What I liked about the movie was that the Clooney character actually does have the ability to be real: he shows it in a scene where he cuts through the cynical hatred of a terminated employee (the talented J.K. Simmons) to jarringly put him back in touch with his youthful dreams. And yet Clooney’s character is so practiced in the Plastic Ways that he ultimately can’t recognize when he’s lost touch with that ability.

The best movies are metaphors for life. There’s fodder enough here to rail against the twittering, ADD-ridden, thumb-dancing toys that threaten to reduce our attention to a tiny screen. But that’s not all.

Those new technologies are also metaphors in addition to being virtual reality centers. They are metaphors for other forms of anti-intimacy management tools–blind auctions; outsourcing; management by process; modular design; over-use of legal agreements; online employment search.

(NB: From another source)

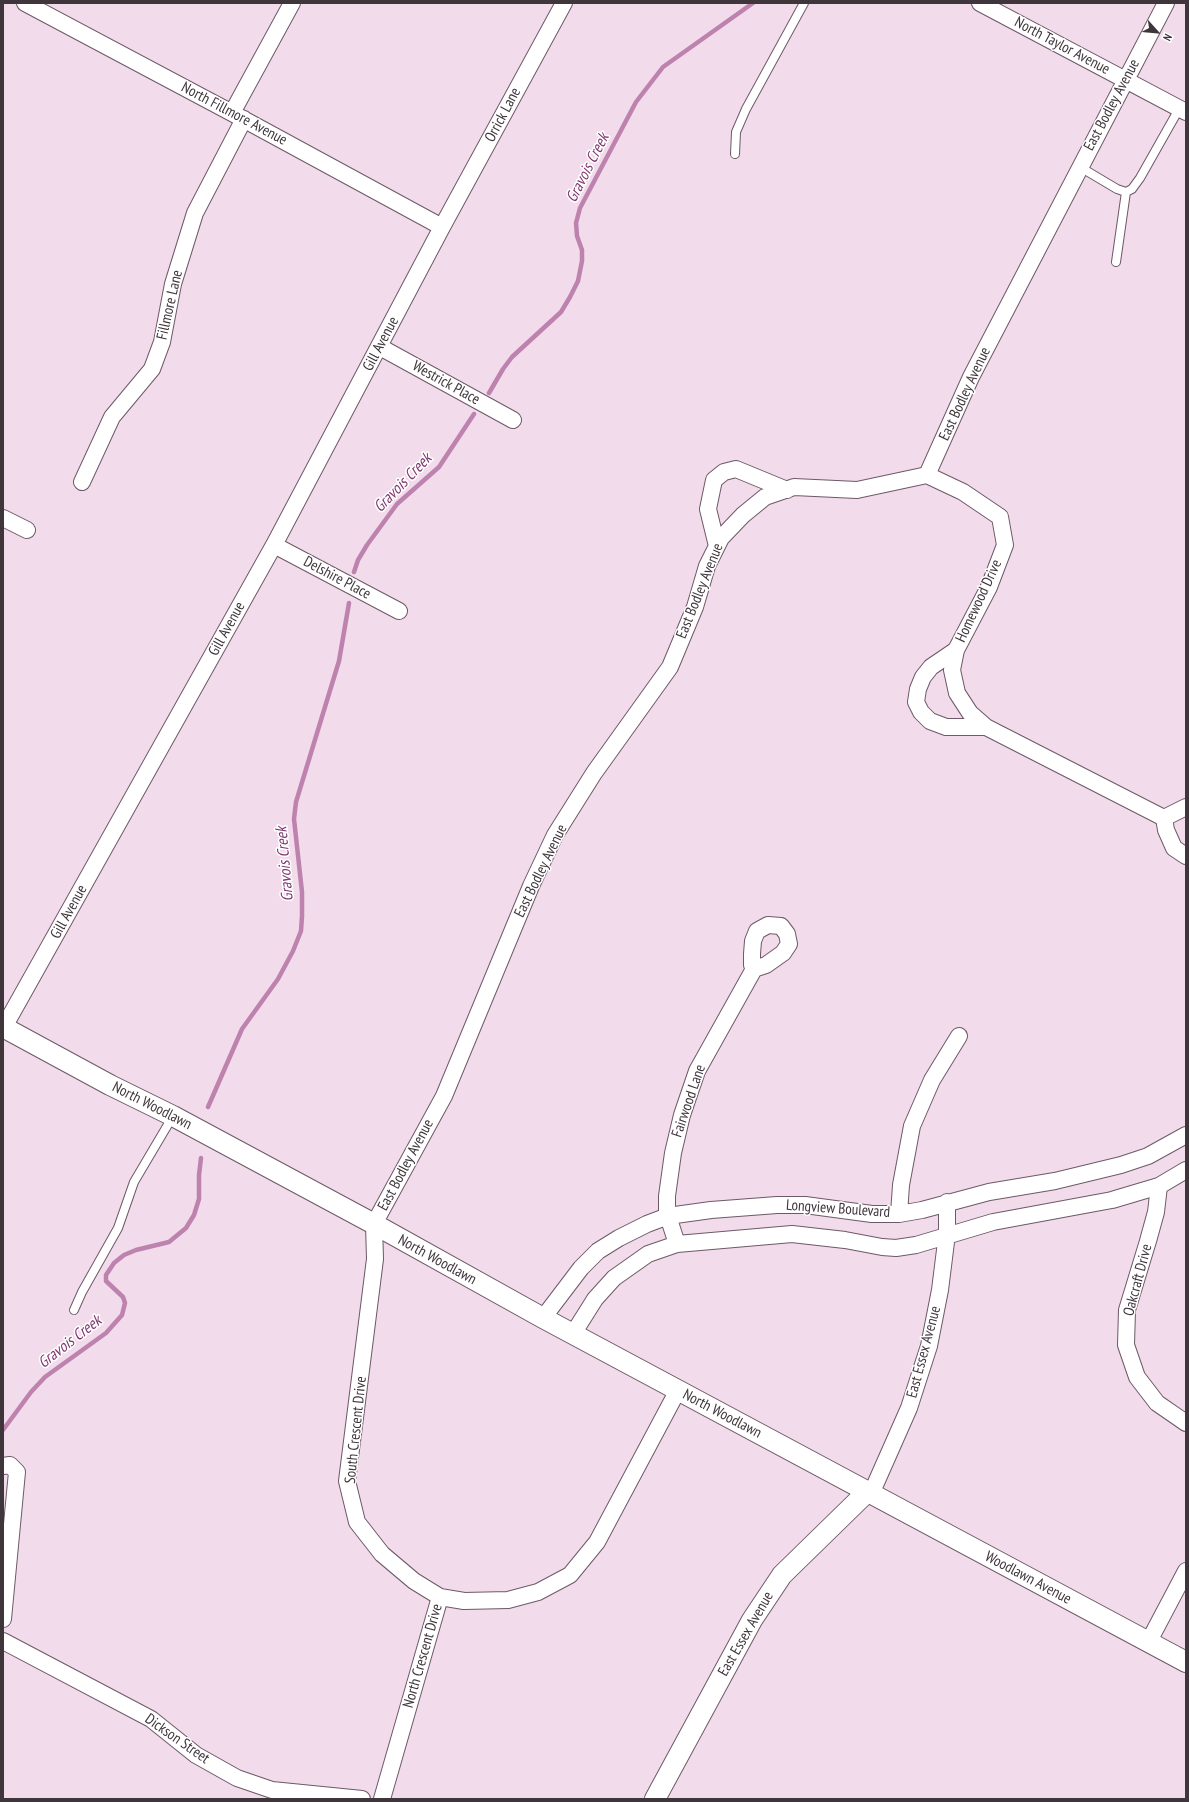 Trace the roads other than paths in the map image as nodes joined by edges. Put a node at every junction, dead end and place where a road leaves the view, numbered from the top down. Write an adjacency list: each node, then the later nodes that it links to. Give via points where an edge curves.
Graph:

There’s nothing wrong per se with any of these tools. But taken uncritically, and at too great a strength, you end up with Clooney in the skies, aiming at what you think is real, but which ends up being just a pale reflection.  

…like a Sale sign in the window; you go in, and find it is only the sign that is for sale. (Soren Kierkegaard)

2 replies
  1. Kristin
    Kristin says:




    I too saw the movie and loved it. And I actually was thinking along a similar vein after the film. It is a great film that challenges the levels of intimacy we establish (as companies) within on an employee to employee level as well as employer to employee.  We are all connected to our jobs on deeper levels than people are willing to admit. People spend on average over double the amount of time in the office than they do at home with their families. Losing that job, and being treated (in the case of the film) as an obsolete part of the team wherein you do not even merit an honest conversation from your employer (who in the metaphor of a family would be the father or mother figure) is shattering. And the film touches on those breaks very well…with JK Simmons’ character being a highlight as you see him get back in touch with what he WANTED with his life…and the poor woman who committed suicide as the opposite end of that spectrum.

     

    What a great film, and lesson to those who work at a management level. Hopefully others can connect the dots provided.

    Reply
  2. barbara garabedian
    barbara garabedian says:

    Charlie I also saw the Clooney movie ( I lost the coin toss for Sherlock Holmes).  You and I agree (and even though you are a technology geek who likes his toys), let’s face it, we’re of the same generation. We buy into face-to-face connections. How & what would younger professionals who "live and die" by their technology culture feel and say? I know of professionals that would never consider speaking to a colleague in the adjoining cube (even sitting down, let alone standing up to meet eye-to-eye) – they only text. And what about college kids in the same room, texting instead of speaking to each other. Aren’t they tomorrow’s mgrs? What are their views on this topic? Business has becomes very impersonal in this technology-driven world but that appears to bea casualty that is encouraged and accepted by the current business climate, in the name of cost containment & efficiency. I’m not knocking technology, how could we live without it!! . Think of how it has connected us globally, it has transformed the way we do business.  I guess that’s the good and the bad news, it has transformed the way we do business. If one doesn’t have emotional connections or attachments, work activities can be cut & dry, routine and efficient. There’s no messiness (lets face it people stuff is messy) or wasted efforts, emotional angst or additional costs. But hey, what am I thinking ? I almost forgot… it’s not suppose to be personal, it’s only business.